Config of link prediction on ogbl-collab of MaskGAE and several baselines

Newiz430 commented 1 year ago

Hi Dr. Li,

Loved your work that promotes the self-supervised masked structural modeling! I am currently reproducing your results reported in Table 3 and have several questions.

Why are some configuration settings different between your paper and train_linkpred_ogb.py? Section 6.1.2 in your paper stated that "For all datasets except arXiv, two GCN layers are applied for the encoder" but the default encoder for ogbl-collab is "sage" (train_linkpred_ogb.py, line 99). Also, Section 6.1.2 in your paper stated that MaskGAE uses BCE as link prediction loss but the implementation uses some other loss called "auc" (train_linkpred_ogb.py, line 212).
What's your settings of VGAE & ARVGA when running link prediction on ogbl-collab? I've noticed that simply replacing the GNNEncoder with torch_geometric.nn.models.VGAE or torch_geometric.nn.models.ARGVA (with an extra 2-layer GCN for variance learning) would not really work because the encoder kept outputing large features & logits that lead to very large loss values and training failure. Considering your results in Table 3, I'm very grateful for your advice about the training settings of those variational autoencoders.
How did you perform ogbl-collab link prediction on GraphMAE? I thought ogbl-collab has no node labels so GraphMAE cannot validate and test the performance of pre-training by its logistic regressor. I haven't found any specifications in your paper either. Have I missed something?
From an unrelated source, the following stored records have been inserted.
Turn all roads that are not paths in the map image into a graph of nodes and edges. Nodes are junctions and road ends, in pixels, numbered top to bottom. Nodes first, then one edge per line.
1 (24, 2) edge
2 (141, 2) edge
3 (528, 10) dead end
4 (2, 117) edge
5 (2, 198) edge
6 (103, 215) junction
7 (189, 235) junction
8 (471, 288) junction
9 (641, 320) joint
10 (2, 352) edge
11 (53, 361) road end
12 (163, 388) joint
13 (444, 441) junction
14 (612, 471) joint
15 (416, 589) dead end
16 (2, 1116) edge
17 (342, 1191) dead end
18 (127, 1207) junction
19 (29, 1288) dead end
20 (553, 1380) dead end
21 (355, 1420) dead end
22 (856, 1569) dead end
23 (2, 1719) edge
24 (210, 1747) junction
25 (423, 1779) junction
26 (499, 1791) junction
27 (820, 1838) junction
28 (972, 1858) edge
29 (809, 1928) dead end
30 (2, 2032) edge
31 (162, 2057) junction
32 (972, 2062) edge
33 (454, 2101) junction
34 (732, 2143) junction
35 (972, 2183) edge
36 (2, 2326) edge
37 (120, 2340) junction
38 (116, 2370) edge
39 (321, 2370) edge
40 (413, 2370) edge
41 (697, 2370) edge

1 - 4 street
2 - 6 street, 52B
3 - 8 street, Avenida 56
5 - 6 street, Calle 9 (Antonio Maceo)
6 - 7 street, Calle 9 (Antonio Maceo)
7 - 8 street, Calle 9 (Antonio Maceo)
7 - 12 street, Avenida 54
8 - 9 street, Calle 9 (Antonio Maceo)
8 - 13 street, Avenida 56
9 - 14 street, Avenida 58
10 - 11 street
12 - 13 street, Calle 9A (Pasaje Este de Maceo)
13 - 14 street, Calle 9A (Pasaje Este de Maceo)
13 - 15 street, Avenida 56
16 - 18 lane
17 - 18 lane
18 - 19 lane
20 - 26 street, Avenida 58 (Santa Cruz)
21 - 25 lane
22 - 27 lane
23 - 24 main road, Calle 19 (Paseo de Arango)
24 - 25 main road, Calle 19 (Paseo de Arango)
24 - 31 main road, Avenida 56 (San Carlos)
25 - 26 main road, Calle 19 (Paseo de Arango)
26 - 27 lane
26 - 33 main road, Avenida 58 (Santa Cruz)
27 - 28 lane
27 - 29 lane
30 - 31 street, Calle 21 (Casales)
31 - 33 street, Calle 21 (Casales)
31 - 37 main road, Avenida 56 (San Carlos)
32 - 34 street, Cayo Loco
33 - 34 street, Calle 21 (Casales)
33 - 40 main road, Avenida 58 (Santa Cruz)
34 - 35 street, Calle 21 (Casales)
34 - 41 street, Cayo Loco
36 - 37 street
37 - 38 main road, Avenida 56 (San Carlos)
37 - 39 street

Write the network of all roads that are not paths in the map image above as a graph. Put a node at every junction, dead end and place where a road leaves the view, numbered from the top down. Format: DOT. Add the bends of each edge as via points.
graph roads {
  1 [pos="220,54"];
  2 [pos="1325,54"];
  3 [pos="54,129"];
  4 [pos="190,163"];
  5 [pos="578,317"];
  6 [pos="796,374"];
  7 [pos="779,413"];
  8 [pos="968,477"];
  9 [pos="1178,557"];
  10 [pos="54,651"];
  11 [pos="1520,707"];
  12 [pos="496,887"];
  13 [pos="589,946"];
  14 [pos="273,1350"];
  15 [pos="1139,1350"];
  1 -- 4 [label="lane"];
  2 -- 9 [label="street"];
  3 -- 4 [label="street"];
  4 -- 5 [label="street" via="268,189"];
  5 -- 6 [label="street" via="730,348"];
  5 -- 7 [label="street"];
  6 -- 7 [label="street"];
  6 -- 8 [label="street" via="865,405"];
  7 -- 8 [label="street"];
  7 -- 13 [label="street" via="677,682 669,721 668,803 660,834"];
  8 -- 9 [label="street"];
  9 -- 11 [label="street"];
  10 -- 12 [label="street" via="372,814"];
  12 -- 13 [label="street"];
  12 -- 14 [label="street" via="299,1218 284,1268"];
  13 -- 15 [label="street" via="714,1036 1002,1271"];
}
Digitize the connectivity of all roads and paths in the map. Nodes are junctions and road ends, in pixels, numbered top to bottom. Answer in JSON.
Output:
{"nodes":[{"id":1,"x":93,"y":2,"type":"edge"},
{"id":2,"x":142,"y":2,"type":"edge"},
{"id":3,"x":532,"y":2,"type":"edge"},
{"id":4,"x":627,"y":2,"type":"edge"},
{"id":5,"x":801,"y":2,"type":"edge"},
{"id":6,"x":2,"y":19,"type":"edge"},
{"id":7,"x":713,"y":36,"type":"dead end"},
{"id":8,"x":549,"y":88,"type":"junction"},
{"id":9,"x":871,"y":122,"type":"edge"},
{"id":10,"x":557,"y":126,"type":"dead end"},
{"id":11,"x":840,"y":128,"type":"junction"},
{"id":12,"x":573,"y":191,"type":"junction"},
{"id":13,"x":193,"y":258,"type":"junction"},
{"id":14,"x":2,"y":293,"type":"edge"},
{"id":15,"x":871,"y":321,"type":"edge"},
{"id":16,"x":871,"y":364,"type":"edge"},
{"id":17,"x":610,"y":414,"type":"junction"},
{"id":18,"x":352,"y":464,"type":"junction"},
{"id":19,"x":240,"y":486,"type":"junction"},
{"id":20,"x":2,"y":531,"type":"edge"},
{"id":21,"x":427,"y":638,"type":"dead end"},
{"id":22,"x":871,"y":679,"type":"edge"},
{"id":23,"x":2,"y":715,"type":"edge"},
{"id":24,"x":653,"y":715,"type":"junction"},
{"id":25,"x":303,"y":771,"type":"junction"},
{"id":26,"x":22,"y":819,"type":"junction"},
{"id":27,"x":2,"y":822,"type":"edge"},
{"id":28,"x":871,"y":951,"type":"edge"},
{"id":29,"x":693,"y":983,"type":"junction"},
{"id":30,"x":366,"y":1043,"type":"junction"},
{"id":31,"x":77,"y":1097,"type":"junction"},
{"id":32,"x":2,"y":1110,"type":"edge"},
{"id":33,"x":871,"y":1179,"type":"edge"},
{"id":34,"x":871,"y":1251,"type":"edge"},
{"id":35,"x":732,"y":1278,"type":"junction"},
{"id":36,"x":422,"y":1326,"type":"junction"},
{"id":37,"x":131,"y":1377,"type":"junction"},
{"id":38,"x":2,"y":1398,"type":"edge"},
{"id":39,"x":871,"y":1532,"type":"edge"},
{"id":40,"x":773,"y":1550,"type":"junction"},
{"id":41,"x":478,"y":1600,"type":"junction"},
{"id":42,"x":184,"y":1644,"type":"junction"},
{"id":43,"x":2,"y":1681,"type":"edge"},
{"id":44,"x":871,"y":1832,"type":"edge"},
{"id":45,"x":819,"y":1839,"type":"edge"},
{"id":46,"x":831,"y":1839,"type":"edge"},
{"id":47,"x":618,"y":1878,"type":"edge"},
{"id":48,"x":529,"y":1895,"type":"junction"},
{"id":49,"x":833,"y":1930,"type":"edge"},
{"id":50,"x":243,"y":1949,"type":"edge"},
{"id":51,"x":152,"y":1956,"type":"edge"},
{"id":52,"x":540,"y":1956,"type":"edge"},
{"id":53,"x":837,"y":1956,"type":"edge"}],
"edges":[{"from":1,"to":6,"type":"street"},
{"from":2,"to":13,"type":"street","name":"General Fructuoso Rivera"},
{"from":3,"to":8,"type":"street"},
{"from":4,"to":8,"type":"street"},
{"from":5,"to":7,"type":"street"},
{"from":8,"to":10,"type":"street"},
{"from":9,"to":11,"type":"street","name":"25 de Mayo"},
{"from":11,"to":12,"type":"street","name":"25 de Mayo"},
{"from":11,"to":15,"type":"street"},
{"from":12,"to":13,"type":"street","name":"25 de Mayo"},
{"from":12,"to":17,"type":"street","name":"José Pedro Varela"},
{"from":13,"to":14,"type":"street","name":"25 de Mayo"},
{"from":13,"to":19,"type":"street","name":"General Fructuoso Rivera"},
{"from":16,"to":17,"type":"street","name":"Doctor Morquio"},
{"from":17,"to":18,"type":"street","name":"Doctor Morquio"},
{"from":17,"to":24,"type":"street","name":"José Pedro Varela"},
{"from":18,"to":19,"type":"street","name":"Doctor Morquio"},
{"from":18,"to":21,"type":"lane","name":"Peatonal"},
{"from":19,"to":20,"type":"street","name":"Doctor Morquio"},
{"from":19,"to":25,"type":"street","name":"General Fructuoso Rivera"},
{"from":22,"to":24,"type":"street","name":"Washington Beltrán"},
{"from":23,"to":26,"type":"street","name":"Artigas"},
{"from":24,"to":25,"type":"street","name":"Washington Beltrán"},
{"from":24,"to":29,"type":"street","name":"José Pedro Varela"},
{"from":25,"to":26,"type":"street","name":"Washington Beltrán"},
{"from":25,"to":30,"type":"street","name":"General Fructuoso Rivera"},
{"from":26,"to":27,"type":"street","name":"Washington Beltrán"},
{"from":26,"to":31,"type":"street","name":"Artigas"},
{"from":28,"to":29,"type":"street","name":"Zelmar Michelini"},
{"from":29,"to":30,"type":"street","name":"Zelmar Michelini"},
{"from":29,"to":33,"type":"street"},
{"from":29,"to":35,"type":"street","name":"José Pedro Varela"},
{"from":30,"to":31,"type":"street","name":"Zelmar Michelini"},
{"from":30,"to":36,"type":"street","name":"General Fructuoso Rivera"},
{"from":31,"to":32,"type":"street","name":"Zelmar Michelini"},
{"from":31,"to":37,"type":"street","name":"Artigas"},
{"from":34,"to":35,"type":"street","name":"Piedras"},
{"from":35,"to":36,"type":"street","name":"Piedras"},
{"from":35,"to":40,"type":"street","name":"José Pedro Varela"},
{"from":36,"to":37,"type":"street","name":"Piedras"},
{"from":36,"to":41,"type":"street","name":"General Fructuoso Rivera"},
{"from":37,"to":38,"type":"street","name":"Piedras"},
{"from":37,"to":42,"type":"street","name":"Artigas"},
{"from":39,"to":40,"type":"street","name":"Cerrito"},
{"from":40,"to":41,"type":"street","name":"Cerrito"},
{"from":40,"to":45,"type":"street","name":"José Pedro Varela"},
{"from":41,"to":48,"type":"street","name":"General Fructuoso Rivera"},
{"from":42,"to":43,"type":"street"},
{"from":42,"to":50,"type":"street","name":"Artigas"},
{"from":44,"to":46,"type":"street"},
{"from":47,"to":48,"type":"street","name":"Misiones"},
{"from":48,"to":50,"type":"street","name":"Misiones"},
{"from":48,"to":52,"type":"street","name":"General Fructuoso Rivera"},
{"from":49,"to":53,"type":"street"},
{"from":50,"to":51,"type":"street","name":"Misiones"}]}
I much appreciate your timely reply so that I can cite your paper! Thank you so much!

EdisonLeeeee commented 1 year ago

Sorry for the late reply; I was on vacation.

Thank you for bringing that to our attention. We did not include the experiments on ogbl-collab initially. We will address the careless errors in our arXiv version.
I recommend adding batch normalization to the encoder and using learnable embeddings as input node features.
This learning process consists of two stages. First, we pre-train GraphMAE to obtain node representations. Then, we train the edge decoder using the learned representations for link prediction tasks.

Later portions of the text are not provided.